BDP’nin Gaziantep Büyükşehir Belediye Başkan Adayı, Sur eski belediye başkanı Abdullah Demirbaş Cumhurbaşkanlığı seçim sürecinde Selahattin Demirtaş'ın adaylığı ile birlikte Türkiye'de artık yeni bir soluğun ortaya çıktığını belirterek, "Bu seçim süreciyle artık HDP'nin Türkiyeleştiği, Türkiye'ninde HDP'ye ihtiyaç duyduğu bir zemini yaşıyoruz. Biz Türkiyeleşiyoruz ama Türkiye'de HDP'leşiyor" dedi.Türkiye'nin artık eski Türkiye olmadığına dikkat çeken Demirbaş, Başbakanın söylemlerinin toplumu kutuplaştırdığını, bu kadar kutuplaştıran kişinin nasıl cumhurbaşkanı olacağının merak konusu olduğunu belirterek "Türkiye'nin demokratikleşmesi açısından, barışçıl zemin açısından Selahattin Demirtaş çok önemli bir soluk. Türkiye toplumu Selahattin beyin bu çıkışına kulak vermelidir" dedi.

BİZ TÜRKİYELEŞİYORUZ

Yıllardır Türkiye'nin demokratikleşmesi, herkesimin birarada özgür bir şekilde yaşaması, sorunların barışçıl yöntemlerle çözülmesi gerektiğini ifade ettiklerini, ancak buna çok önemli bir zemin bulamadıklarını söyleyen Demirbaş, "Bu zemin seçim süreciyle birlikte biraz yakalandı. Biz Türkiyeleşiyoruz ama Türkiye'de HDP'leşiyor. Bu önemli bir nokta. Türkiye'nin, Orta doğuda model ülke olmasını sağlayacak bir noktaya gelmesi için çaba sarfetmemiz lazım. Bu anlamda Cumhurbaşkanlığı seçimleri önemli. Bizim alacağımız her oy sayın başbakanı yanlış tavırlarına uyarıdır. Birilerinin artık sayın Başbakan'a sen yanlış yapıyorsun dedirtecek noktayı göstermesi lazım. Diktatörlüğe, tekelleşmeye, merkezileşmeye çalışan bir uyarı, bir sinyaldir. Kendini uyar ve düzelt. Bununda en önemli araçlarından biri seçimlerdir" diye konuştu.

İKİ ADAY DA AYNI

Cumhurbaşkanlığı seçiminde üç adayın olduğunu, ancak iki adayın çizgisinin aynı olduğunu belirten Demirbaş, "Birbirine yakın iki aday var. İki aday mevcut statükoyu koruyan, kendisinin dışındaki farkılıkları görmüyor. Ancak diğer aday tekçi olmayan, farklı kimliklerin, düşüncelerin inanışların olduğunu ortaya koymaya çalışan bir aday. En önemlisi herkesimin Cumhurbaşkanı olması gerektiğini savunan bir aday" dedi.

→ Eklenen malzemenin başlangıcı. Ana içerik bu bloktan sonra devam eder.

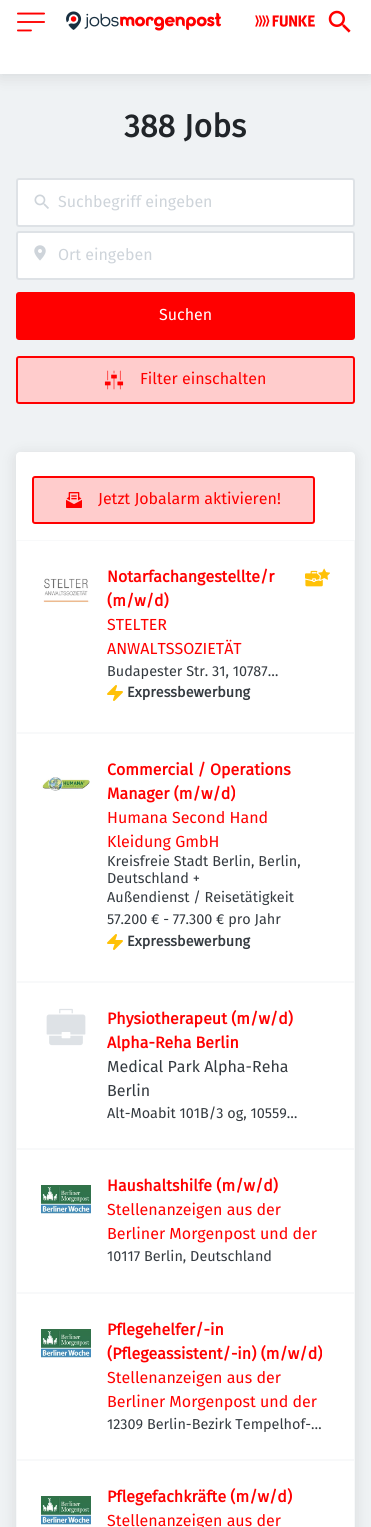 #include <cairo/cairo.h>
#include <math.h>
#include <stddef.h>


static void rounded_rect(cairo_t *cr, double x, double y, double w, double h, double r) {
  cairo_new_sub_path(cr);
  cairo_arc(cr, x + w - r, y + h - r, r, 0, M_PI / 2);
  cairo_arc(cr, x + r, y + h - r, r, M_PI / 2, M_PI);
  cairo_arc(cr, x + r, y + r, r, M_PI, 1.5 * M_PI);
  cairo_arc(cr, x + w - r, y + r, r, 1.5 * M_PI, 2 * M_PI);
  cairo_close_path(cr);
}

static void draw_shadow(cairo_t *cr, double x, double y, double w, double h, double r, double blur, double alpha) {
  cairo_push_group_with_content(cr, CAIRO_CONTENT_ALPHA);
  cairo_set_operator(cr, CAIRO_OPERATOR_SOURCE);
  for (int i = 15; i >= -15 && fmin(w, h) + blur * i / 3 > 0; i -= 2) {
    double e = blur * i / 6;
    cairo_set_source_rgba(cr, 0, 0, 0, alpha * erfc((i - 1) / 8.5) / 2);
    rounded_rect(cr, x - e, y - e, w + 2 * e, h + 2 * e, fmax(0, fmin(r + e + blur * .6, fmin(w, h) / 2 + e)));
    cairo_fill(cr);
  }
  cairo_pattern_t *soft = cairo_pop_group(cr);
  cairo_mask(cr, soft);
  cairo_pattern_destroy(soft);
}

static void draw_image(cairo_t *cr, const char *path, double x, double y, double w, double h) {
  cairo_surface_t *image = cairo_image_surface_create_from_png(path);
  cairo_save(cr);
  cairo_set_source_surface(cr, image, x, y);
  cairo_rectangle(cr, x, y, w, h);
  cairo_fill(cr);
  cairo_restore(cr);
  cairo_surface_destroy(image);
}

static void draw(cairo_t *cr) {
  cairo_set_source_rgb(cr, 239 / 255.0, 242 / 255.0, 244 / 255.0);
  cairo_paint(cr);
  cairo_set_source_rgb(cr, 0, 0, 0);
  draw_shadow(cr, 0, -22, 371, 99, 0, 7.5, 0.1);
  cairo_set_source_rgb(cr, 1, 1, 1);
  cairo_rectangle(cr, 0, 0, 371, 74);
  cairo_fill(cr);
  draw_image(cr, "images/1.png", 17, 12, 28, 20);
  draw_image(cr, "images/2.png", 66, 11, 155, 20);
  draw_image(cr, "images/3.png", 255, 15, 60, 12);
  draw_image(cr, "images/4.png", 328, 10, 23, 23);
  rounded_rect(cr, 17, 179, 337, 47, 2);
  cairo_fill_preserve(cr);
  cairo_set_source_rgb(cr, 222 / 255.0, 226 / 255.0, 230 / 255.0);
  cairo_stroke(cr);
  draw_image(cr, "images/5.png", 34, 194, 15, 15);
  cairo_set_source_rgb(cr, 1, 1, 1);
  rounded_rect(cr, 17, 232, 337, 47, 2);
  cairo_fill_preserve(cr);
  cairo_set_source_rgb(cr, 222 / 255.0, 226 / 255.0, 230 / 255.0);
  cairo_stroke(cr);
  draw_image(cr, "images/6.png", 34, 245, 12, 16);
  cairo_set_source_rgb(cr, 1, 0, 0);
  rounded_rect(cr, 17, 293, 337, 46, 2);
  cairo_fill_preserve(cr);
  cairo_stroke(cr);
  cairo_set_source_rgb(cr, 1, 204 / 255.0, 204 / 255.0);
  rounded_rect(cr, 17, 357, 337, 46, 2);
  cairo_fill_preserve(cr);
  cairo_set_source_rgb(cr, 1, 0, 0);
  cairo_stroke(cr);
  draw_image(cr, "images/7.png", 104, 370, 20, 20);
  cairo_set_source_rgb(cr, 0, 0, 0);
  draw_shadow(cr, 16, 455, 339, 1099, 4, 7.5, 0.1);
  cairo_set_source_rgb(cr, 1, 1, 1);
  rounded_rect(cr, 16, 452, 339, 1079, 4);
  cairo_fill(cr);
  cairo_set_source_rgb(cr, 1, 204 / 255.0, 204 / 255.0);
  rounded_rect(cr, 33, 477, 281, 46, 2);
  cairo_fill_preserve(cr);
  cairo_set_source_rgb(cr, 1, 0, 0);
  cairo_stroke(cr);
  draw_image(cr, "images/8.png", 66, 492, 16, 16);
  cairo_rectangle(cr, 16.5, 540.5, 338, 192);
  cairo_set_source_rgb(cr, 248 / 255.0, 249 / 255.0, 250 / 255.0);
  cairo_set_line_width(cr, 1);
  cairo_stroke(cr);
  draw_image(cr, "images/9.png", 43, 578, 47, 25);
  draw_image(cr, "images/10.png", 107, 685, 16, 16);
  draw_image(cr, "images/11.png", 305, 568, 25, 19);
  cairo_rectangle(cr, 16.5, 733.5, 338, 248);
  cairo_stroke(cr);
  draw_image(cr, "images/12.png", 41, 777, 49, 14);
  draw_image(cr, "images/10.png", 107, 934, 16, 16);
  cairo_rectangle(cr, 16.5, 982.5, 338, 166);
  cairo_stroke(cr);
  draw_image(cr, "images/13.png", 46, 1008, 40, 38);
  cairo_rectangle(cr, 16.5, 1149.5, 338, 143);
  cairo_stroke(cr);
  draw_image(cr, "images/14.png", 41, 1185, 50, 29);
  cairo_rectangle(cr, 16.5, 1293.5, 338, 166);
  cairo_stroke(cr);
  draw_image(cr, "images/14.png", 41, 1329, 50, 29);
  cairo_rectangle(cr, 16.5, 1460.5, 338, 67);
  cairo_stroke(cr);
  draw_image(cr, "images/15.png", 41, 1496, 50, 29);
  cairo_select_font_face(cr, "Fira Sans", CAIRO_FONT_SLANT_NORMAL, CAIRO_FONT_WEIGHT_BOLD);
  cairo_set_font_size(cr, 32);
  cairo_set_source_rgb(cr, 33 / 255.0, 37 / 255.0, 41 / 255.0);
  cairo_move_to(cr, 124, 137);
  cairo_show_text(cr, "388 Jobs");
  cairo_select_font_face(cr, "Fira Sans", CAIRO_FONT_SLANT_NORMAL, CAIRO_FONT_WEIGHT_NORMAL);
  cairo_set_font_size(cr, 16);
  cairo_set_source_rgb(cr, 206 / 255.0, 212 / 255.0, 218 / 255.0);
  cairo_move_to(cr, 58, 207);
  cairo_show_text(cr, "Suchbegriff eingeben");
  cairo_move_to(cr, 58, 260);
  cairo_show_text(cr, "Ort eingeben");
  cairo_set_source_rgb(cr, 1, 1, 1);
  cairo_move_to(cr, 159, 320);
  cairo_show_text(cr, "Suchen");
  cairo_set_source_rgb(cr, 1, 0, 0);
  cairo_move_to(cr, 140, 384);
  cairo_show_text(cr, "Filter einschalten");
  cairo_move_to(cr, 98, 504);
  cairo_show_text(cr, "Jetzt Jobalarm aktivieren!");
  cairo_select_font_face(cr, "Fira Sans", CAIRO_FONT_SLANT_NORMAL, CAIRO_FONT_WEIGHT_BOLD);
  cairo_move_to(cr, 107, 582);
  cairo_show_text(cr, "Notarfachangestellte/r");
  cairo_move_to(cr, 107, 606);
  cairo_show_text(cr, "(m/w/d)");
  cairo_select_font_face(cr, "Fira Sans", CAIRO_FONT_SLANT_NORMAL, CAIRO_FONT_WEIGHT_NORMAL);
  cairo_move_to(cr, 107, 630);
  cairo_show_text(cr, "STELTER");
  cairo_move_to(cr, 107, 654);
  cairo_show_text(cr, "ANWALTSSOZIETÄT");
  cairo_set_font_size(cr, 14.4);
  cairo_set_source_rgb(cr, 52 / 255.0, 58 / 255.0, 64 / 255.0);
  cairo_move_to(cr, 107, 676);
  cairo_show_text(cr, "Budapester Str. 31, 10787…");
  cairo_select_font_face(cr, "Fira Sans", CAIRO_FONT_SLANT_NORMAL, CAIRO_FONT_WEIGHT_BOLD);
  cairo_move_to(cr, 127, 697);
  cairo_show_text(cr, "Expressbewerbung");
  cairo_set_font_size(cr, 16);
  cairo_set_source_rgb(cr, 1, 0, 0);
  cairo_move_to(cr, 107, 775);
  cairo_show_text(cr, "Commercial / Operations");
  cairo_move_to(cr, 107, 799);
  cairo_show_text(cr, "Manager (m/w/d)");
  cairo_select_font_face(cr, "Fira Sans", CAIRO_FONT_SLANT_NORMAL, CAIRO_FONT_WEIGHT_NORMAL);
  cairo_move_to(cr, 107, 823);
  cairo_show_text(cr, "Humana Second Hand");
  cairo_move_to(cr, 107, 847);
  cairo_show_text(cr, "Kleidung GmbH");
  cairo_set_font_size(cr, 14.4);
  cairo_set_source_rgb(cr, 52 / 255.0, 58 / 255.0, 64 / 255.0);
  cairo_move_to(cr, 107, 866);
  cairo_show_text(cr, "Kreisfreie Stadt Berlin, Berlin,");
  cairo_move_to(cr, 107, 883);
  cairo_show_text(cr, "Deutschland +");
  cairo_move_to(cr, 107, 902);
  cairo_show_text(cr, "Außendienst / Reisetätigkeit");
  cairo_move_to(cr, 107, 924);
  cairo_show_text(cr, "57.200 € - 77.300 € pro Jahr");
  cairo_select_font_face(cr, "Fira Sans", CAIRO_FONT_SLANT_NORMAL, CAIRO_FONT_WEIGHT_BOLD);
  cairo_move_to(cr, 127, 946);
  cairo_show_text(cr, "Expressbewerbung");
  cairo_set_font_size(cr, 16);
  cairo_set_source_rgb(cr, 1, 0, 0);
  cairo_move_to(cr, 107, 1024);
  cairo_show_text(cr, "Physiotherapeut (m/w/d)");
  cairo_move_to(cr, 107, 1048);
  cairo_show_text(cr, "Alpha-Reha Berlin");
  cairo_select_font_face(cr, "Fira Sans", CAIRO_FONT_SLANT_NORMAL, CAIRO_FONT_WEIGHT_NORMAL);
  cairo_set_source_rgb(cr, 52 / 255.0, 58 / 255.0, 64 / 255.0);
  cairo_move_to(cr, 107, 1072);
  cairo_show_text(cr, "Medical Park Alpha-Reha");
  cairo_move_to(cr, 107, 1096);
  cairo_show_text(cr, "Berlin");
  cairo_set_font_size(cr, 14.4);
  cairo_move_to(cr, 107, 1118);
  cairo_show_text(cr, "Alt-Moabit 101B/3 og, 10559…");
  cairo_select_font_face(cr, "Fira Sans", CAIRO_FONT_SLANT_NORMAL, CAIRO_FONT_WEIGHT_BOLD);
  cairo_set_font_size(cr, 16);
  cairo_set_source_rgb(cr, 1, 0, 0);
  cairo_move_to(cr, 107, 1191);
  cairo_show_text(cr, "Haushaltshilfe (m/w/d)");
  cairo_select_font_face(cr, "Fira Sans", CAIRO_FONT_SLANT_NORMAL, CAIRO_FONT_WEIGHT_NORMAL);
  cairo_move_to(cr, 107, 1215);
  cairo_show_text(cr, "Stellenanzeigen aus der");
  cairo_move_to(cr, 107, 1239);
  cairo_show_text(cr, "Berliner Morgenpost und der");
  cairo_set_font_size(cr, 14.4);
  cairo_set_source_rgb(cr, 52 / 255.0, 58 / 255.0, 64 / 255.0);
  cairo_move_to(cr, 107, 1261);
  cairo_show_text(cr, "10117 Berlin, Deutschland");
  cairo_select_font_face(cr, "Fira Sans", CAIRO_FONT_SLANT_NORMAL, CAIRO_FONT_WEIGHT_BOLD);
  cairo_set_font_size(cr, 16);
  cairo_set_source_rgb(cr, 1, 0, 0);
  cairo_move_to(cr, 107, 1335);
  cairo_show_text(cr, "Pflegehelfer/-in");
  cairo_move_to(cr, 107, 1359);
  cairo_show_text(cr, "(Pflegeassistent/-in) (m/w/d)");
  cairo_select_font_face(cr, "Fira Sans", CAIRO_FONT_SLANT_NORMAL, CAIRO_FONT_WEIGHT_NORMAL);
  cairo_move_to(cr, 107, 1383);
  cairo_show_text(cr, "Stellenanzeigen aus der");
  cairo_move_to(cr, 107, 1407);
  cairo_show_text(cr, "Berliner Morgenpost und der");
  cairo_set_font_size(cr, 14.4);
  cairo_set_source_rgb(cr, 52 / 255.0, 58 / 255.0, 64 / 255.0);
  cairo_move_to(cr, 107, 1429);
  cairo_show_text(cr, "12309 Berlin-Bezirk Tempelhof-…");
  cairo_select_font_face(cr, "Fira Sans", CAIRO_FONT_SLANT_NORMAL, CAIRO_FONT_WEIGHT_BOLD);
  cairo_set_font_size(cr, 16);
  cairo_set_source_rgb(cr, 1, 0, 0);
  cairo_move_to(cr, 107, 1502);
  cairo_show_text(cr, "Pflegefachkräfte (m/w/d)");
  cairo_select_font_face(cr, "Fira Sans", CAIRO_FONT_SLANT_NORMAL, CAIRO_FONT_WEIGHT_NORMAL);
  cairo_move_to(cr, 107, 1526);
  cairo_show_text(cr, "Stellenanzeigen aus der");
}

int main(void) {
  cairo_surface_t *surface = cairo_image_surface_create(CAIRO_FORMAT_RGB24, 371, 1527);
  cairo_t *cr = cairo_create(surface);
  cairo_font_options_t *options = cairo_font_options_create();
  cairo_font_options_set_hint_metrics(options, CAIRO_HINT_METRICS_OFF);
  cairo_font_options_set_hint_style(options, CAIRO_HINT_STYLE_NONE);
  cairo_set_font_options(cr, options);
  cairo_set_miter_limit(cr, 4);
  draw(cr);
  cairo_surface_write_to_png(surface, "out.png");
  cairo_font_options_destroy(options);
  cairo_destroy(cr);
  cairo_surface_destroy(surface);
  return 0;
}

TÜRKİYE ÖNEMLİ BİR MODEL OLABİLİR

Birlikte yaşamanın öneminin, ortadoğudaki gelişmeleri dikkate aldığımızda daha net şekilde görüldüğünü ifade eden Demirbaş, "Türkiye birlikte yaşama modelini geliştirirse Ortadoğu içinde önemli bir model olacak. Toplumu kutuplaştıran bir yaklaşım değil birleştiren bir yaklaşım sergilenmeli. Başbakanın dili ayrıştıran bir yaklaşım. Biz halklara düşman değiliz. Siyonizme karşı olmakla Yahudi halkına karşı olmak farklı şeylerdir. İsrail hükümetlerinin yaptığı uygulamalara karşı çıkan Yahudilerde var. Türkiyenin yaptığı yanlışlardan Türk halkını sorumlu tutabilirmiyiz" diye konuştu.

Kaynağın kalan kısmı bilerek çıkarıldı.